Entanglement Concentration for two atomic ensembles using an effective atom-light beamsplitter
Richard Tatham, Natalia Korolkova

TL;DR
This paper proposes a protocol to enhance entanglement between two atomic ensembles using an effective atom-light beamsplitter and photon counting, demonstrating increased entanglement with feasible detector efficiencies.
Contribution
It introduces a novel entanglement concentration protocol for atomic ensembles utilizing an approximate atom-light beamsplitter and the procrustean method, extending light-based techniques to atomic systems.
Findings
Entanglement can be increased with low-efficiency detectors.
The protocol achieves probabilities comparable to light-based schemes.

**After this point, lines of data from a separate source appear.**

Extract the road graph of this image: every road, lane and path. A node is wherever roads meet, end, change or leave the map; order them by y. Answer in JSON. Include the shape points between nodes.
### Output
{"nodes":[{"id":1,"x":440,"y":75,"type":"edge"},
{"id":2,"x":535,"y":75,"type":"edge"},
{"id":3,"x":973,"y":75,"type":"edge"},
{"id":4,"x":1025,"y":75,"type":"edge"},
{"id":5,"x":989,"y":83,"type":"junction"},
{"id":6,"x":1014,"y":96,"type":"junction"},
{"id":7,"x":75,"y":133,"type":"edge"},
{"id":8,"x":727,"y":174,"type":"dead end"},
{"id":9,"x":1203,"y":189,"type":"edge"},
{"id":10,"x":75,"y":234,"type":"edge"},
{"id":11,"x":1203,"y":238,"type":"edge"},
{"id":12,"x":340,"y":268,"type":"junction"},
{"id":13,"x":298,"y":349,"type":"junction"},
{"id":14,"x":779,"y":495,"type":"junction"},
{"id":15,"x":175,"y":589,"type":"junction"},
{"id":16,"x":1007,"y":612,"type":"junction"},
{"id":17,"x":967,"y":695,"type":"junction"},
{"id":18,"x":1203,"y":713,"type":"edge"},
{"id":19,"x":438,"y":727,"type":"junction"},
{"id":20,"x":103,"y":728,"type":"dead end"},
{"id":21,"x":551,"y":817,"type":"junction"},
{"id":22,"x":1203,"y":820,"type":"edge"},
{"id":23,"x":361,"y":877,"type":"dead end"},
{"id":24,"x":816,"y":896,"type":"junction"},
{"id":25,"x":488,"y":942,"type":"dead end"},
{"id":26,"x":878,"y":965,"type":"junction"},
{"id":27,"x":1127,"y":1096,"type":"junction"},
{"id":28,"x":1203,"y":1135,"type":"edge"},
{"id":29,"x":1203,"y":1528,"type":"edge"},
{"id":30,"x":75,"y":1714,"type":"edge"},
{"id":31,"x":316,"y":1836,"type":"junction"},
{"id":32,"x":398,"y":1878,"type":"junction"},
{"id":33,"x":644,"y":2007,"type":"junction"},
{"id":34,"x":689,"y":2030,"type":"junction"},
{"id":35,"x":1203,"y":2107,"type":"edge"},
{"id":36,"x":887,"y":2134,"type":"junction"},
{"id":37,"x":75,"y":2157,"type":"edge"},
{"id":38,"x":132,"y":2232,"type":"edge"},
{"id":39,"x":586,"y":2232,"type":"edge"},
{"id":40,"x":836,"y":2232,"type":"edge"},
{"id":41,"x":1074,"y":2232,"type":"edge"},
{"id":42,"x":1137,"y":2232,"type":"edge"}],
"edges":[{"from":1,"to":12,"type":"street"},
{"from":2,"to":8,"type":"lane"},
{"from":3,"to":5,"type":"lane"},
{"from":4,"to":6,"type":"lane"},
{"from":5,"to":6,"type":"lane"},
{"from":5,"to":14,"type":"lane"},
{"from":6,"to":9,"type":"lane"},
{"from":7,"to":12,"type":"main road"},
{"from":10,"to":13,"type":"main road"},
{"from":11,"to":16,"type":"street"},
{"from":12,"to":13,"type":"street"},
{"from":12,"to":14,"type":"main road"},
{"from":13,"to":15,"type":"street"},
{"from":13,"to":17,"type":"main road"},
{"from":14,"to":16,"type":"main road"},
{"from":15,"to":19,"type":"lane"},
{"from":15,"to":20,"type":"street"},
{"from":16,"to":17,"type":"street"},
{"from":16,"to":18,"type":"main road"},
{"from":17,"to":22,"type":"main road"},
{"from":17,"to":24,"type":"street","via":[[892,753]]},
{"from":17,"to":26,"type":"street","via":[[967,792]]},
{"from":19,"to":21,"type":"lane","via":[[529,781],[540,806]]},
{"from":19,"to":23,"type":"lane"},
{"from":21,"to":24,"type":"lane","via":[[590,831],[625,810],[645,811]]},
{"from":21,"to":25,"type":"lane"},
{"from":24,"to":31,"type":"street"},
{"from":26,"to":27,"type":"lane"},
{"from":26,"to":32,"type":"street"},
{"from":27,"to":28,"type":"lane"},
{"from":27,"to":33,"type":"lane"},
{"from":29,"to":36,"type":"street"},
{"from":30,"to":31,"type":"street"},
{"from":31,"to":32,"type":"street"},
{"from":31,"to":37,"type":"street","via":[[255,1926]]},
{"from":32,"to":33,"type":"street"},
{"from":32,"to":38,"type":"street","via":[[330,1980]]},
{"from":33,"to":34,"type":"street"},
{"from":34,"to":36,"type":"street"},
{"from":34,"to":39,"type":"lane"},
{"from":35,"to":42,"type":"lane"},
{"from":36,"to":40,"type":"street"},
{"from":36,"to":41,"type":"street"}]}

Logarithmic negativity is used to quantify entanglement enhancement.
Abstract
We present a protocol for increasing the entanglement between two atomic ensembles based on applying an approximate atom-light beamsplitter transformation to both ensembles. The effective asymmetric atom-light beamsplitter is created via a double-pass quantum non-demolition interaction between polarized light and a spin polarized atomic ensemble, derived from the linearised dipole interaction. The entanglement concentration protocol itself uses the procrustean method, similar to that first devised for light by Browne et al [2003 Phys Rev A 67 062320] and includes photon counting after the interaction as the required non-Gaussian element. We calculate the output logarithmic negativity in this scheme and show that entanglement between macroscopic ensembles can be increased with probabilities comparable with those for the light scheme even if on-off detectors of low efficiency are used.